Pictures for the Imagination

The stories I read come alive in my head.

My mind does not merely read the words in a book. It form pictures in my brainof the characters, of their clothes and even their expressions. Crying and laughing with them, it’s as if I’m inhabiting their worlds, making me a shadow character with super powers that allow me to move from scene to scene, from character to character.

It’s a private world that I’d hate to have shattered, especially in terms of the characters with whom I develop a relationship. I’ve seen them and felt them as no one else can.
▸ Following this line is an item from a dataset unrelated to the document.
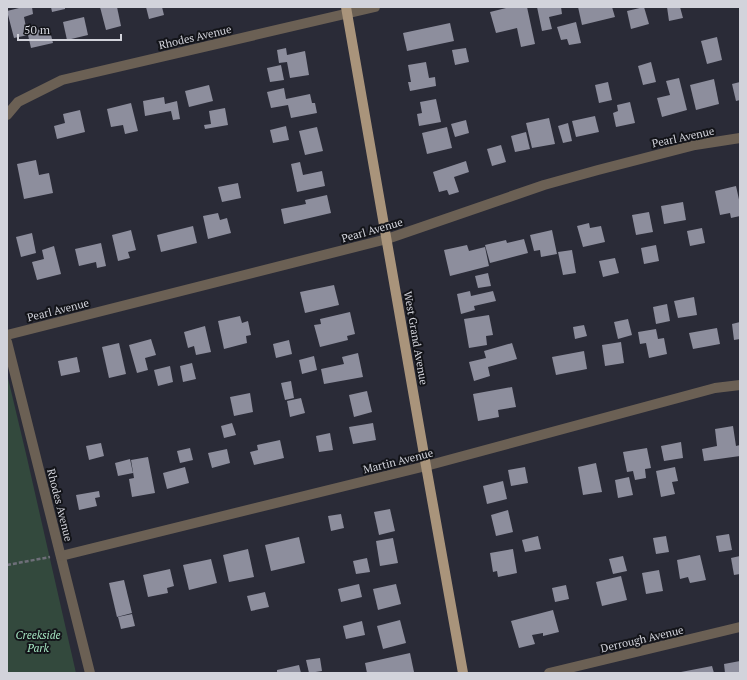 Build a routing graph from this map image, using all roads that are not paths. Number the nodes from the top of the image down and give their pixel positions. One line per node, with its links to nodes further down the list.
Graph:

I’m sure this is true for all readers.

But how about the settings, the locales where the stories are set?

My imagination can transcribe an author’s paragraphs, capture them in images. For example, I can visualize the fictional setting of Wessex in Thomas Hardy’s work. From more recent times, I can envisage the Ireland described by Donal Ryan in The Spinning Heart. Or I can picture the small town Indiana setting in Lee Martin’s The Bright Forever. All three are places (although Wessex is fictional) I have never visited and I rely on my intellect to draw the scenes for me, using the author’s descriptions.

There are times, though, when I’d appreciate a little prompt. A little nudge to my imagination that allows it to flourish, like a bit of yeast to help bread rise, without taking anything away from the my internal, confidential relationship with the characters.

Let me explain. My upcoming novel is set in the desert southwest of the United States. For those living in other parts of the world, the summer heat, the cacti with names like saguaro, ocotillo, prickly pearand dry landscapes will be unfamiliar. The main characters meet on the fifth floor of the large central library, a singularly beautiful structure.

It occurred to me, then, that a few photographs might help my reader, offering their already rich minds a tiny bit of extra fodder. With this in mind, here are a few images that will fit into the scenes of my upcoming novel, A New Dawn: the cacti, to convey the vibrancy of the desert landscape and the view from the fifth floor of the library, to capture where the protagonists first meet.

Prickly pear
View from the library

Author: Sudha Balagopal

Sudha Balagopal's fiction straddles continents and cultures. Her highly commended novella in flash, Things I Can't Tell Amma, was published by Ad Hoc Fiction in 2021. She is also the author of a novel, A New Dawn, and two short story collections. Her work appears in Best Microfiction and Best Small Fictions, 2022, and is listed in the Wigleaf Top 50. When she’s not writing, she teaches yoga. More at

2 thoughts on “Pictures for the Imagination”

  1. Oh, I do love visual aids. They plant that image in my head and then I’m set for the entire story. It’s amazing how helpful even one image can be.

    And a food analogy! I love food analogies. Talk about helping me relate, anytime I try to explain something to my critique partner, I always use food analogies. I don’t know why, because she doesn’t cook, but somehow it makes it easier to understand. 🙂

    Great post!


    1. Christina,
      Thanks for your comments.
      And for bringing up food. I totally understand how food can connect people — it’s also sensory. Visual aids provide pictorial nudges while food would provide olfactory, tactile and gustatory stimuli.